DATA SHOWN Start Marker
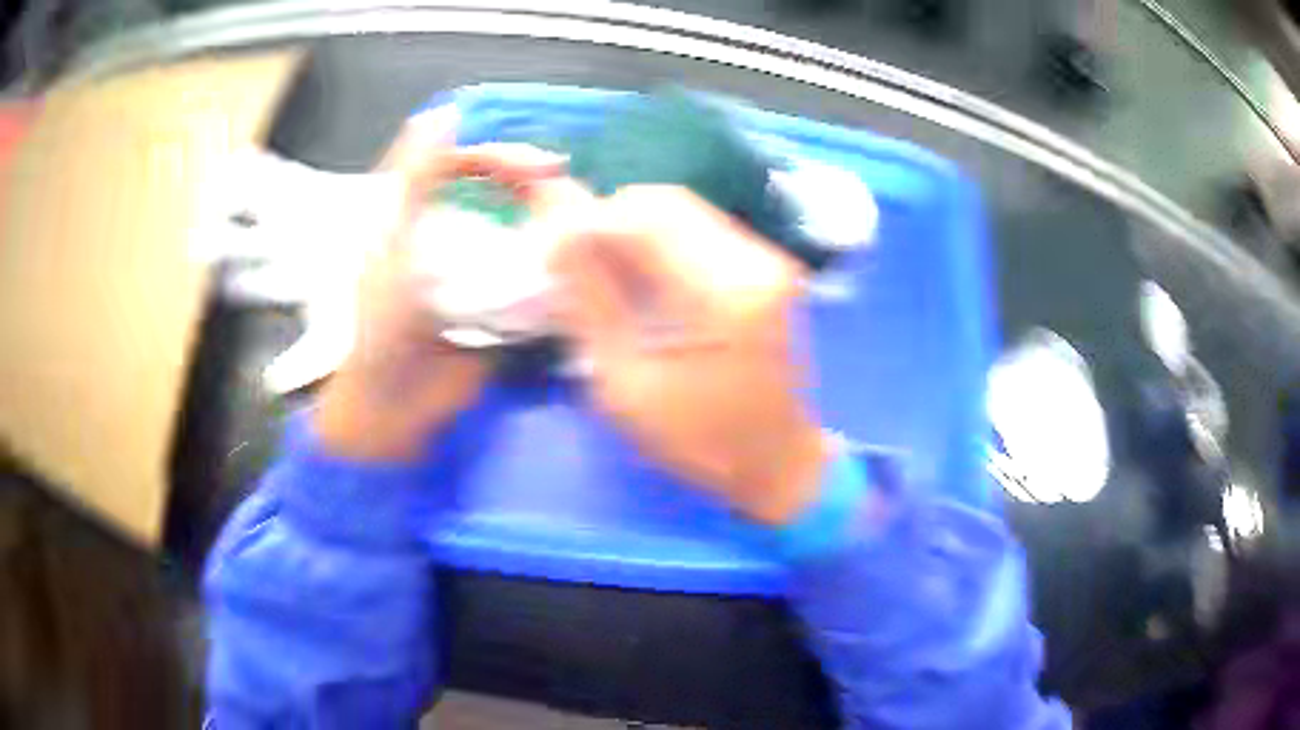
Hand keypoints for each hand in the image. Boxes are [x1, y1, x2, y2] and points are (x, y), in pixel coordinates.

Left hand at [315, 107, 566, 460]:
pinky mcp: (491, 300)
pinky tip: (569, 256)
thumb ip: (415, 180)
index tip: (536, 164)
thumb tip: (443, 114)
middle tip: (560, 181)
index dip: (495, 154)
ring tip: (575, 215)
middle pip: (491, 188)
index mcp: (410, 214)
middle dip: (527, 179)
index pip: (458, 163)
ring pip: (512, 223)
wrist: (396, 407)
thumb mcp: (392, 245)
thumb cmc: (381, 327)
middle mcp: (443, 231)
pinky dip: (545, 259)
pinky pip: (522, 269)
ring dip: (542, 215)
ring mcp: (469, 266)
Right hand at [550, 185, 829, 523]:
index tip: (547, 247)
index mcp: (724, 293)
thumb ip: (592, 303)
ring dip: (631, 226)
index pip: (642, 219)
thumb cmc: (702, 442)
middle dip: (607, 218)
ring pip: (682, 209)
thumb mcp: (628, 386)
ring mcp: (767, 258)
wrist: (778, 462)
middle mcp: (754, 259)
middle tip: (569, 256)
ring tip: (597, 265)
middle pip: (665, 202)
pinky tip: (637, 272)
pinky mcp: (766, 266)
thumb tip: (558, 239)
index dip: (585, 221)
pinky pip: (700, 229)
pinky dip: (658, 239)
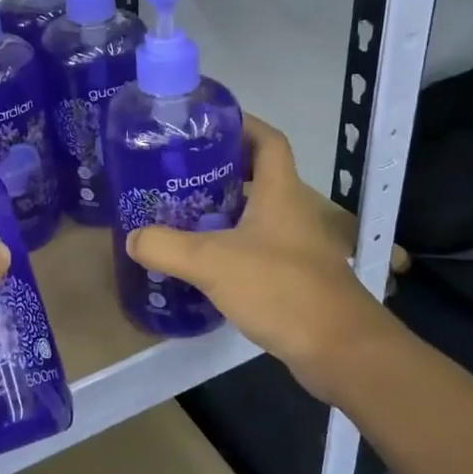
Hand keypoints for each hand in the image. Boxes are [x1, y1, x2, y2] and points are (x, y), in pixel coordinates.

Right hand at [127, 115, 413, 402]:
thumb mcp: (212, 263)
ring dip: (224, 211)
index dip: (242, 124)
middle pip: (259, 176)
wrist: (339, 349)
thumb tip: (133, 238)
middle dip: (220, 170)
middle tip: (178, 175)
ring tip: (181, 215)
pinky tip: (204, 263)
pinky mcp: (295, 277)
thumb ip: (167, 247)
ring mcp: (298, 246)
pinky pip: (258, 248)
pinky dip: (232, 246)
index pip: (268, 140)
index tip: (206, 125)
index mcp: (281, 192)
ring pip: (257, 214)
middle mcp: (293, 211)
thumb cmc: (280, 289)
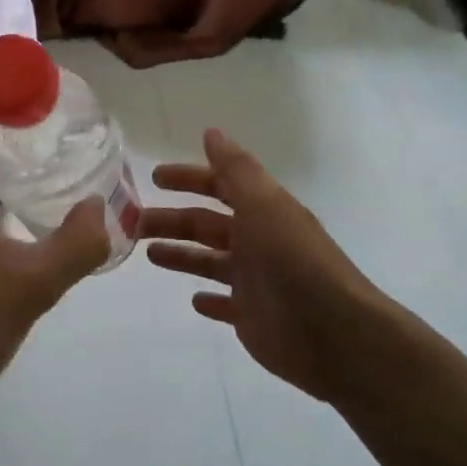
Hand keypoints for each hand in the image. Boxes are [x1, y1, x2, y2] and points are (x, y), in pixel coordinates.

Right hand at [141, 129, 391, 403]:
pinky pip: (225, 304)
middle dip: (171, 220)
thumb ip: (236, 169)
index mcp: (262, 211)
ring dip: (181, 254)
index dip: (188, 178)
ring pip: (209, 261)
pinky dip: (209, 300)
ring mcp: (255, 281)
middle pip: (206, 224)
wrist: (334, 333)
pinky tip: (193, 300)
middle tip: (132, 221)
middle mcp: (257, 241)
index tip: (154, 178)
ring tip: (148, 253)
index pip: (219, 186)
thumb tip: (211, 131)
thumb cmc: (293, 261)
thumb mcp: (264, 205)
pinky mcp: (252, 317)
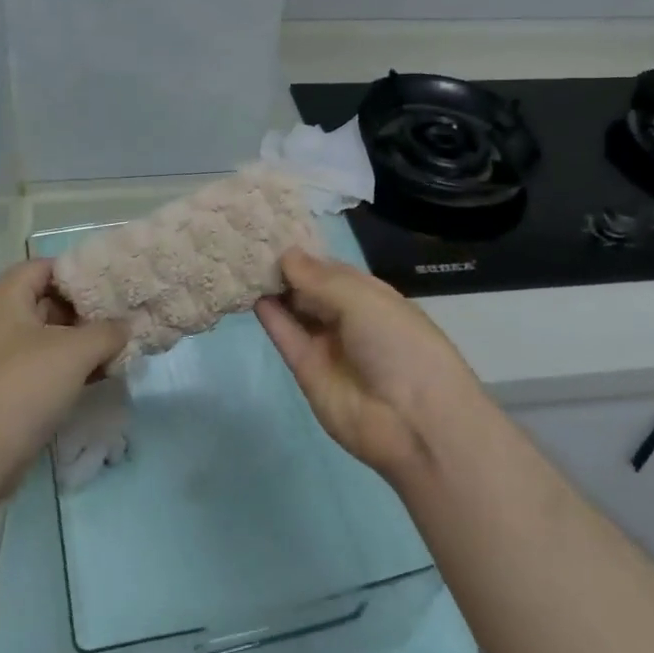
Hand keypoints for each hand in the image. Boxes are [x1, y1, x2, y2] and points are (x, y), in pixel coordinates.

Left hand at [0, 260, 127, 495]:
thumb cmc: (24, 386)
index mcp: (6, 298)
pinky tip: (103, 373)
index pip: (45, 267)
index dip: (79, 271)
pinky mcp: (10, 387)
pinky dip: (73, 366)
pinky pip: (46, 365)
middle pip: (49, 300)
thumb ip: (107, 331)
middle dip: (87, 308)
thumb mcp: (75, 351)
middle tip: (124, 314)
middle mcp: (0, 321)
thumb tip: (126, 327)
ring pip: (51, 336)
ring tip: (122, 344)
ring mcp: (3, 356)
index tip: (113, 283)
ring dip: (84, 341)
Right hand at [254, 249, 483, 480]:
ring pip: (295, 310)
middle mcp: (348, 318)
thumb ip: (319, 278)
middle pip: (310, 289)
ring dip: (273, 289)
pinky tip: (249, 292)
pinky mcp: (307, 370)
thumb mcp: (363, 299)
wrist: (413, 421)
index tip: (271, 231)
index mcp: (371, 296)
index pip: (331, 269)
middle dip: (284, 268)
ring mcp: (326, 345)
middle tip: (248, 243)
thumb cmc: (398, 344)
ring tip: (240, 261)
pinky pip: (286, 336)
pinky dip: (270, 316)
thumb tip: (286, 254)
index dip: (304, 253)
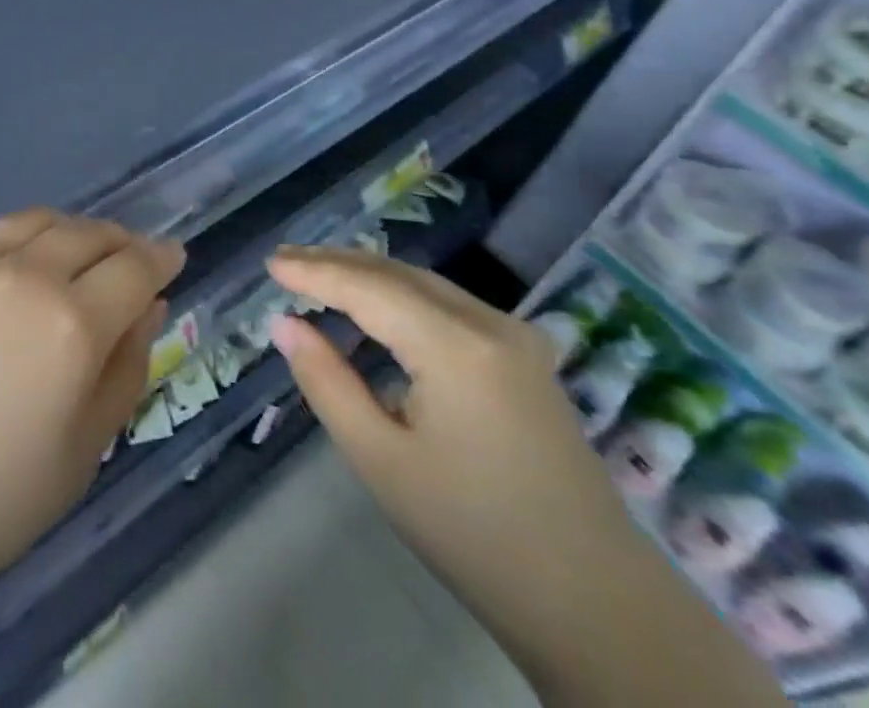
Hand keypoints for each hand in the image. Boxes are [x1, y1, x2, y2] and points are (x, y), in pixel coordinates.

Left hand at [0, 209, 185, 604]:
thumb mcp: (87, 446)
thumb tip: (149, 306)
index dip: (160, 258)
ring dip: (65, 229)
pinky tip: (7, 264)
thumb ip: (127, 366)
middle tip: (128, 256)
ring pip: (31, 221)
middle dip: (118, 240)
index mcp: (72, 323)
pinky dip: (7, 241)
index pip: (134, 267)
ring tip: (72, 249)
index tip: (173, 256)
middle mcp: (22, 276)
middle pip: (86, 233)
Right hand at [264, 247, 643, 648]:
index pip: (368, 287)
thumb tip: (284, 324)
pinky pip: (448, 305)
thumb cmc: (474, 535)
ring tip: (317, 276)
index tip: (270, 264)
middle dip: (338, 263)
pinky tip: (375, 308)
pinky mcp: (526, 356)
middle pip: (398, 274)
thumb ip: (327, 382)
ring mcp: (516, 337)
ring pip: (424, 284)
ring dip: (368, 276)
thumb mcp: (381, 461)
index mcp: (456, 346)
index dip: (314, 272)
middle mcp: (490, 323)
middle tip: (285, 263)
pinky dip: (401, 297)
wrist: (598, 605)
DATA SHOWN End Marker
WORK TO BE COMPLETED
Which lines above contain the word "Left"? Copy each one.

WORKED SOLUTION
Left hand at [315, 107, 566, 460]:
Left hand at [0, 260, 127, 495]:
Left hand at [0, 209, 185, 604]:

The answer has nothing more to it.